*Instructions for the task*: Report every line of the records that contains the word "Drive".

##### Exercise input

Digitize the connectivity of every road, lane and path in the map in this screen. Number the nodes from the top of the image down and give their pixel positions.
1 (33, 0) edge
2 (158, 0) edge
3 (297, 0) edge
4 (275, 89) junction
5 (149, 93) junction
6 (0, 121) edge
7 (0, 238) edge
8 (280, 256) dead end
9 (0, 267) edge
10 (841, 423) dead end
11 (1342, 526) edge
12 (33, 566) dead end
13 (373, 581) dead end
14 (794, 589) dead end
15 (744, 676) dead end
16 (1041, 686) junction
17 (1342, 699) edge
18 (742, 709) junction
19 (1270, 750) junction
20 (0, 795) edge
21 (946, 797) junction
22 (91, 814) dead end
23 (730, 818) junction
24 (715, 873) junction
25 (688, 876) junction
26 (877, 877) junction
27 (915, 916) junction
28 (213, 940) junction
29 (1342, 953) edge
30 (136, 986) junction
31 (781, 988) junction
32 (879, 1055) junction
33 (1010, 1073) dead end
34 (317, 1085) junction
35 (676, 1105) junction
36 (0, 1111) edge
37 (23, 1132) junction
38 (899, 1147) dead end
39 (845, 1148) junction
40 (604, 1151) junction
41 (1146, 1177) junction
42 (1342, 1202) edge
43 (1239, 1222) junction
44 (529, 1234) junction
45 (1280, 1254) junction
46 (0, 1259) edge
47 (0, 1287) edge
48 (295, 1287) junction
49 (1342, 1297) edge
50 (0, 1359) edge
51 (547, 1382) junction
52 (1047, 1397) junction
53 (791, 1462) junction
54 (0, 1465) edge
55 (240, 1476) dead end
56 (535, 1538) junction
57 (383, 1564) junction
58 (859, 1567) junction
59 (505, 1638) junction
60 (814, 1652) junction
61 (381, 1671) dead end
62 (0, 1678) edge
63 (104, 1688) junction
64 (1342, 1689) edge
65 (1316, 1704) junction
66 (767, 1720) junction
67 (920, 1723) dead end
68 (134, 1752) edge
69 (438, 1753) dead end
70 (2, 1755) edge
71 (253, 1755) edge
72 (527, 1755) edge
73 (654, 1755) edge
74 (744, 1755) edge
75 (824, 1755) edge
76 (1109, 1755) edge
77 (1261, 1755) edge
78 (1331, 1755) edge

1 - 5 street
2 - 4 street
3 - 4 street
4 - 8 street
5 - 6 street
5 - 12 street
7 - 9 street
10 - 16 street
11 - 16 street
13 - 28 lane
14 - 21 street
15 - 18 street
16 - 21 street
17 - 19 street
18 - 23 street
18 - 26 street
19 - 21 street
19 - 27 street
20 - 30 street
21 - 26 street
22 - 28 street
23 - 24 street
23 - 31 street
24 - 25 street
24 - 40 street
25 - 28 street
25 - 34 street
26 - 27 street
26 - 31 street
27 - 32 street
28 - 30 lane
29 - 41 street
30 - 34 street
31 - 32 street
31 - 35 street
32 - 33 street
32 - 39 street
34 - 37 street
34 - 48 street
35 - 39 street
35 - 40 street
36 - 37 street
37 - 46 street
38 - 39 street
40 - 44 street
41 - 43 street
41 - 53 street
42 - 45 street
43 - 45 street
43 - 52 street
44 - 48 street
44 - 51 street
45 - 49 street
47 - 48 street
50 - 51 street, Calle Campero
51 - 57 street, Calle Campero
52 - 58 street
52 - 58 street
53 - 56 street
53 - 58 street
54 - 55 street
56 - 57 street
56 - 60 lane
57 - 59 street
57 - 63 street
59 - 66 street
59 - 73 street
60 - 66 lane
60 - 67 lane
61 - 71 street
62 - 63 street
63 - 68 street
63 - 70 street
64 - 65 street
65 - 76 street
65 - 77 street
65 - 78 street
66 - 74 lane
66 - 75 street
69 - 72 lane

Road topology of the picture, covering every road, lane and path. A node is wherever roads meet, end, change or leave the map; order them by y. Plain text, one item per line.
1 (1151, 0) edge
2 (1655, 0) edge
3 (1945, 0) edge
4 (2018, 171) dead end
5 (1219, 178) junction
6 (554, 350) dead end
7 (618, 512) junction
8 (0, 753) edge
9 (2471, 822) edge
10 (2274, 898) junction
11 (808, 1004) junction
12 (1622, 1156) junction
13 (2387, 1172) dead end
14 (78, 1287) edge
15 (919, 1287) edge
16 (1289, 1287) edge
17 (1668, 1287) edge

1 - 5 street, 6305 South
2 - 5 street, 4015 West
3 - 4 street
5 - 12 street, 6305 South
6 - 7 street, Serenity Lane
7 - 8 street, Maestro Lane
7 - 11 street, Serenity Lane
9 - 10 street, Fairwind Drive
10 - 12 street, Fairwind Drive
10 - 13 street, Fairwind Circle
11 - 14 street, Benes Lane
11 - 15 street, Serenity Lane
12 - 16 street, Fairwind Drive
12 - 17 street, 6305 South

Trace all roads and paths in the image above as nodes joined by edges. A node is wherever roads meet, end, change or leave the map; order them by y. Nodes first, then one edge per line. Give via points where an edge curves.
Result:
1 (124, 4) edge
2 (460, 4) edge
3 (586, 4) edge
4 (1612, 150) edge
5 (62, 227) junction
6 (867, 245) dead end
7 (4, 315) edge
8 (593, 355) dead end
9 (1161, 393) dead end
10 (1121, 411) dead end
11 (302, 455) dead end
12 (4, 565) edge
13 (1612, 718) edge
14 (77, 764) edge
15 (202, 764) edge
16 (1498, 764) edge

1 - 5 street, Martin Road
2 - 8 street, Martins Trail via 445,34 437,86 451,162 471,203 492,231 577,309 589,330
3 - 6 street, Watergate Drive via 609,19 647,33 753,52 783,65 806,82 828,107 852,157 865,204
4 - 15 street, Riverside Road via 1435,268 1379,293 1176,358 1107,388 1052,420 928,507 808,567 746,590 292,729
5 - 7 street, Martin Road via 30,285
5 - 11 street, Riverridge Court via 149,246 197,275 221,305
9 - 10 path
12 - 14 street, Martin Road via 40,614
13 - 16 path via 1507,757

##########

*Answer to this task*:
9 - 10 street, Fairwind Drive
10 - 12 street, Fairwind Drive
12 - 16 street, Fairwind Drive
3 - 6 street, Watergate Drive via 609,19 647,33 753,52 783,65 806,82 828,107 852,157 865,204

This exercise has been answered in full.